**THE DATA:**
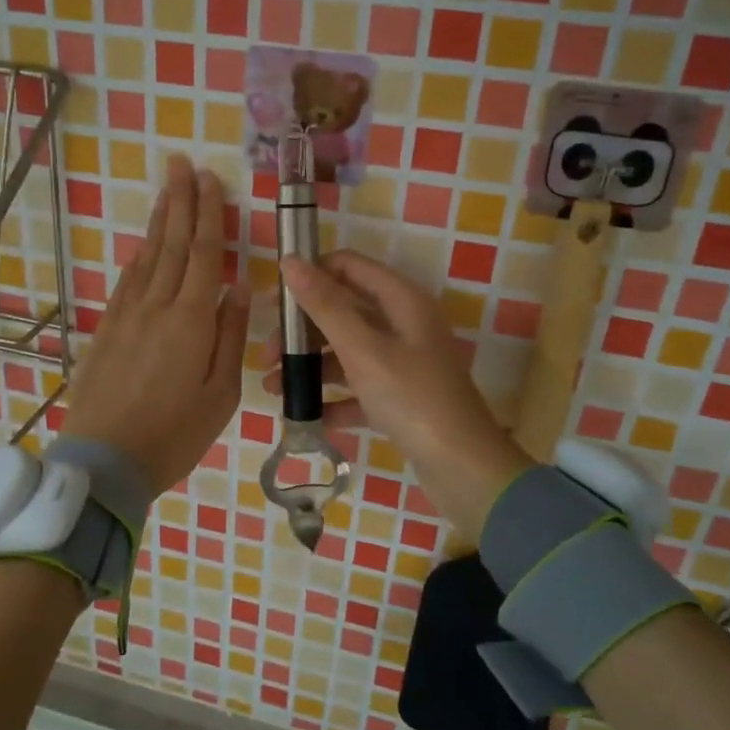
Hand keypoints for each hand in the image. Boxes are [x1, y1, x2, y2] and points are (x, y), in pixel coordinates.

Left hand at [62, 156, 249, 498]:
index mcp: (191, 320)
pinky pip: (126, 281)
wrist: (104, 462)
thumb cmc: (175, 434)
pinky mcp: (106, 330)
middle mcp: (157, 306)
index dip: (208, 214)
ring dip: (159, 221)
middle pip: (173, 244)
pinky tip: (143, 244)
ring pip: (147, 257)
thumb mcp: (221, 393)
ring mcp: (126, 316)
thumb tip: (239, 288)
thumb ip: (230, 336)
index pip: (204, 254)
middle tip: (182, 164)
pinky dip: (138, 256)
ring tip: (167, 189)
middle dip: (180, 201)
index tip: (209, 180)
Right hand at [276, 251, 529, 533]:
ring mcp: (404, 362)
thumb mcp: (363, 349)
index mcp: (401, 301)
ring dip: (311, 366)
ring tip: (274, 390)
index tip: (274, 303)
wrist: (462, 467)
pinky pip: (359, 387)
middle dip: (303, 331)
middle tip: (267, 357)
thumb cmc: (412, 398)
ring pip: (347, 351)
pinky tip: (308, 417)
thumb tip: (291, 262)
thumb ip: (325, 305)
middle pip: (343, 311)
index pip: (348, 267)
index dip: (311, 276)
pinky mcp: (401, 397)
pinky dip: (334, 398)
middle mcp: (404, 324)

**WHAT YOU SHOULD DO:** Where an entry holds a picture, leave the picture out and output the rest exactly.

**WRITTEN SOLUTION:**
Hand keypoints for each hand in the image. Boxes are [x1, y1, x2, y2] and points are (x, y), in pixel coordinates.

Left hand at [62, 156, 249, 498]:
index mcp: (191, 320)
pinky pip: (126, 281)
wrist: (104, 462)
thumb cmc: (175, 434)
pinky mcp: (106, 330)
middle mcp: (157, 306)
index dip: (208, 214)
ring dip: (159, 221)
middle pip: (173, 244)
pinky tip: (143, 244)
ring pip: (147, 257)
thumb mcp: (221, 393)
ring mcp: (126, 316)
thumb tip: (239, 288)
thumb ip: (230, 336)
index pip: (204, 254)
middle tip: (182, 164)
pinky dip: (138, 256)
ring tip: (167, 189)
middle dip: (180, 201)
index tip: (209, 180)
Right hand at [276, 251, 529, 533]:
ring mcp: (404, 362)
thumb mcp: (363, 349)
index mcp: (401, 301)
ring dip: (311, 366)
ring tip: (274, 390)
index tip: (274, 303)
wrist: (462, 467)
pinky pip: (359, 387)
middle dip: (303, 331)
middle tip: (267, 357)
thumb cmc: (412, 398)
ring pip: (347, 351)
pinky tip: (308, 417)
thumb tip: (291, 262)
thumb ip: (325, 305)
middle pip: (343, 311)
index pip: (348, 267)
index dip: (311, 276)
pinky mcp: (401, 397)
pinky dip: (334, 398)
middle mcp: (404, 324)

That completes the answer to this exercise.